[Try it]: Find the lines in the records that carry the word "dead". Copy each one.

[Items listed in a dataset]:

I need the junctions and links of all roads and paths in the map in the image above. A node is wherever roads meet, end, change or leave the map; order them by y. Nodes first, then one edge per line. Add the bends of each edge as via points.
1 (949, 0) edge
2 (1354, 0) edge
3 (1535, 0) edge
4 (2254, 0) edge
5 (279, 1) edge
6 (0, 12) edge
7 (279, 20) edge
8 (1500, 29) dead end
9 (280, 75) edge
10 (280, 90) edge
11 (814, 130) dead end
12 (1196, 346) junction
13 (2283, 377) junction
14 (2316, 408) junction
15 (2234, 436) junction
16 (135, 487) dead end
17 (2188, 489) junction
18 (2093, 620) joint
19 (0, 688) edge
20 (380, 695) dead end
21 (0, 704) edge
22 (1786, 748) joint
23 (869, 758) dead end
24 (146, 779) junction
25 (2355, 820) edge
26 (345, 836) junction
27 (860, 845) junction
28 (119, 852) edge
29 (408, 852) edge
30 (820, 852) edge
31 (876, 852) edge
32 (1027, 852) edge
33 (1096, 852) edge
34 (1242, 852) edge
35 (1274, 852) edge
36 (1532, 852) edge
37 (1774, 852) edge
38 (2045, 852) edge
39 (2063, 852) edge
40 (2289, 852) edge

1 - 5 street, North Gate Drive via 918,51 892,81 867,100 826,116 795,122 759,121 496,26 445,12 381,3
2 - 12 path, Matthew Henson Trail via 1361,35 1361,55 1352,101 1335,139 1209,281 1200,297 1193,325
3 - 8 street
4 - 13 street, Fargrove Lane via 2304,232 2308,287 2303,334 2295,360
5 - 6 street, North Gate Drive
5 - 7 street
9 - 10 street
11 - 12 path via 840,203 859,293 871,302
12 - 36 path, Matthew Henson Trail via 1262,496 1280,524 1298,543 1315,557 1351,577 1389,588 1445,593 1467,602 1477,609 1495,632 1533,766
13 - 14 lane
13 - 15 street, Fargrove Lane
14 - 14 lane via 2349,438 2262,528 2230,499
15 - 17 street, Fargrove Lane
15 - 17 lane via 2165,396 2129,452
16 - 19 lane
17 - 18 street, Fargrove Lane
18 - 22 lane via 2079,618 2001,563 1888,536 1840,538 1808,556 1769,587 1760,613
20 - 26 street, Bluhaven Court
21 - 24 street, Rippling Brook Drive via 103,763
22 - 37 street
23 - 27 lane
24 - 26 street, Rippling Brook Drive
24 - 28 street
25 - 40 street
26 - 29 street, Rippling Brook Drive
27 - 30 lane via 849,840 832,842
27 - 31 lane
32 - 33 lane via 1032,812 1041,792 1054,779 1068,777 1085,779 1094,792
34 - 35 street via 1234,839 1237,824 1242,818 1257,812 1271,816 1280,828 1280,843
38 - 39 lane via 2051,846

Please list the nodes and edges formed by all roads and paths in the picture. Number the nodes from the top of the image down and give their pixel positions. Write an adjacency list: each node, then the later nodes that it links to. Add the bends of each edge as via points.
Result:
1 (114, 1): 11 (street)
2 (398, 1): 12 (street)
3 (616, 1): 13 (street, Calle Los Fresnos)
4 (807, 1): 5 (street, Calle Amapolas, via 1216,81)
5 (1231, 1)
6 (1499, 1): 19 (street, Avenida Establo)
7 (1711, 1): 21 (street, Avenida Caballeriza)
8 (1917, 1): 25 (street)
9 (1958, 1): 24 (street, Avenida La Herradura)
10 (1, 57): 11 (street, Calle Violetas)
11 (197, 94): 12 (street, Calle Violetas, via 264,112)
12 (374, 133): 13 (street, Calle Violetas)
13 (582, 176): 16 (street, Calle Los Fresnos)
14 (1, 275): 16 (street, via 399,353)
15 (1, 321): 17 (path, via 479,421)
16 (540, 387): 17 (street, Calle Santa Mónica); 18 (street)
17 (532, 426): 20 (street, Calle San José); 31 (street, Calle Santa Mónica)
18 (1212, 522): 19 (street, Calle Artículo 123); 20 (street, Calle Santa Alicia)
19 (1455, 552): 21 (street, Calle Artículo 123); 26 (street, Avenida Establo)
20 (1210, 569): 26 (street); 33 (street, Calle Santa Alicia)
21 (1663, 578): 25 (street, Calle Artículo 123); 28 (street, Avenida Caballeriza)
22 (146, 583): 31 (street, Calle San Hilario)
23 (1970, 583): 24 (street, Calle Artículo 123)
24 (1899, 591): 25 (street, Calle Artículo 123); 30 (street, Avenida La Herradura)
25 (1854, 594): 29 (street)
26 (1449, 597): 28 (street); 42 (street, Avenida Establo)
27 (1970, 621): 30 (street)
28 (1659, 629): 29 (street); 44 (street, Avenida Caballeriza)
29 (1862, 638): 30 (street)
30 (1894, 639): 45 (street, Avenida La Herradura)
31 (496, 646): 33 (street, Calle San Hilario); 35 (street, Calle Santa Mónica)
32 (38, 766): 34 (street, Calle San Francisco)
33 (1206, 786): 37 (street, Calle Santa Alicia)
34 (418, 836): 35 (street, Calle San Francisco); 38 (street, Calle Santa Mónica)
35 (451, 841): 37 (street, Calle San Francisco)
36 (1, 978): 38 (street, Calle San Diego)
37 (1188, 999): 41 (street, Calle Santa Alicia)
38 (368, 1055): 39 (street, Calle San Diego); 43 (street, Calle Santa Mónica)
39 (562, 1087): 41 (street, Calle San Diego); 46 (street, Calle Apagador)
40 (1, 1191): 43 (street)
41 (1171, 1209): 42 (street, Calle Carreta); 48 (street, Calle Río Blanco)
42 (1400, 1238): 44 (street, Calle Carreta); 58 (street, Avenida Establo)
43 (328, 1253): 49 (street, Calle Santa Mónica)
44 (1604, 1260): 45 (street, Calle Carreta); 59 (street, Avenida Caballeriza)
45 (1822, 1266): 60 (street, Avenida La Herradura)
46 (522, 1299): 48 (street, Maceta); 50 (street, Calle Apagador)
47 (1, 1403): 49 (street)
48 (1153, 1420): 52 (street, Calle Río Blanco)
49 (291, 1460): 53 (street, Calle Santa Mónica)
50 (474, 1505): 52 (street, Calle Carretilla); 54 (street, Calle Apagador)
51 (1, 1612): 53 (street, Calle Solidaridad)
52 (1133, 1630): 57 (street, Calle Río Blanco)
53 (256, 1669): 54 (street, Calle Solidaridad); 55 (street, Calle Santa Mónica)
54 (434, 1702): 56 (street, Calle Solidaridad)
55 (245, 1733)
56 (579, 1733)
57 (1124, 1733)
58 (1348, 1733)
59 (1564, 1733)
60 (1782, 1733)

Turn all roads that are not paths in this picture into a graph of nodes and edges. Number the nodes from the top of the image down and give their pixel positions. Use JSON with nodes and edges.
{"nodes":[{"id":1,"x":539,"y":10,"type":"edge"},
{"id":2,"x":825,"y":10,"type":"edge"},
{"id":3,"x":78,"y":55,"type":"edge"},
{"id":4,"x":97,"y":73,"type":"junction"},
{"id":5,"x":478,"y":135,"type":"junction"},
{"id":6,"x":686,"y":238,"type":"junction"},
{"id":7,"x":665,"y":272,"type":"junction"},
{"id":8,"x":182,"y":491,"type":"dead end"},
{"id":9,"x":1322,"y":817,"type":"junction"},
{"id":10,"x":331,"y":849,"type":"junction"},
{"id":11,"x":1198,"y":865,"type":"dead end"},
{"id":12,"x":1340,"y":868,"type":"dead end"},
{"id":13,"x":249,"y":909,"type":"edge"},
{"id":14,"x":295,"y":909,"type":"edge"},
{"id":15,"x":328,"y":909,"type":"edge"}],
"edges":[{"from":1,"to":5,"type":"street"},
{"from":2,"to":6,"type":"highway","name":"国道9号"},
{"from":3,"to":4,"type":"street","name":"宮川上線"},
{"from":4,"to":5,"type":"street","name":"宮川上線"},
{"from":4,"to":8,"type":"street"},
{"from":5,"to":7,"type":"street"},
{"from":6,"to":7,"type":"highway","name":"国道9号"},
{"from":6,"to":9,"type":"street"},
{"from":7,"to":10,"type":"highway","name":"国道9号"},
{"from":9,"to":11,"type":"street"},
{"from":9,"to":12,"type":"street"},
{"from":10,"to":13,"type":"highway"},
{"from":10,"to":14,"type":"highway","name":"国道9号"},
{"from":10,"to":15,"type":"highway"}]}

[Final answer]:
8 (1500, 29) dead end
11 (814, 130) dead end
16 (135, 487) dead end
20 (380, 695) dead end
23 (869, 758) dead end
{"id":8,"x":182,"y":491,"type":"dead end"},
{"id":11,"x":1198,"y":865,"type":"dead end"},
{"id":12,"x":1340,"y":868,"type":"dead end"},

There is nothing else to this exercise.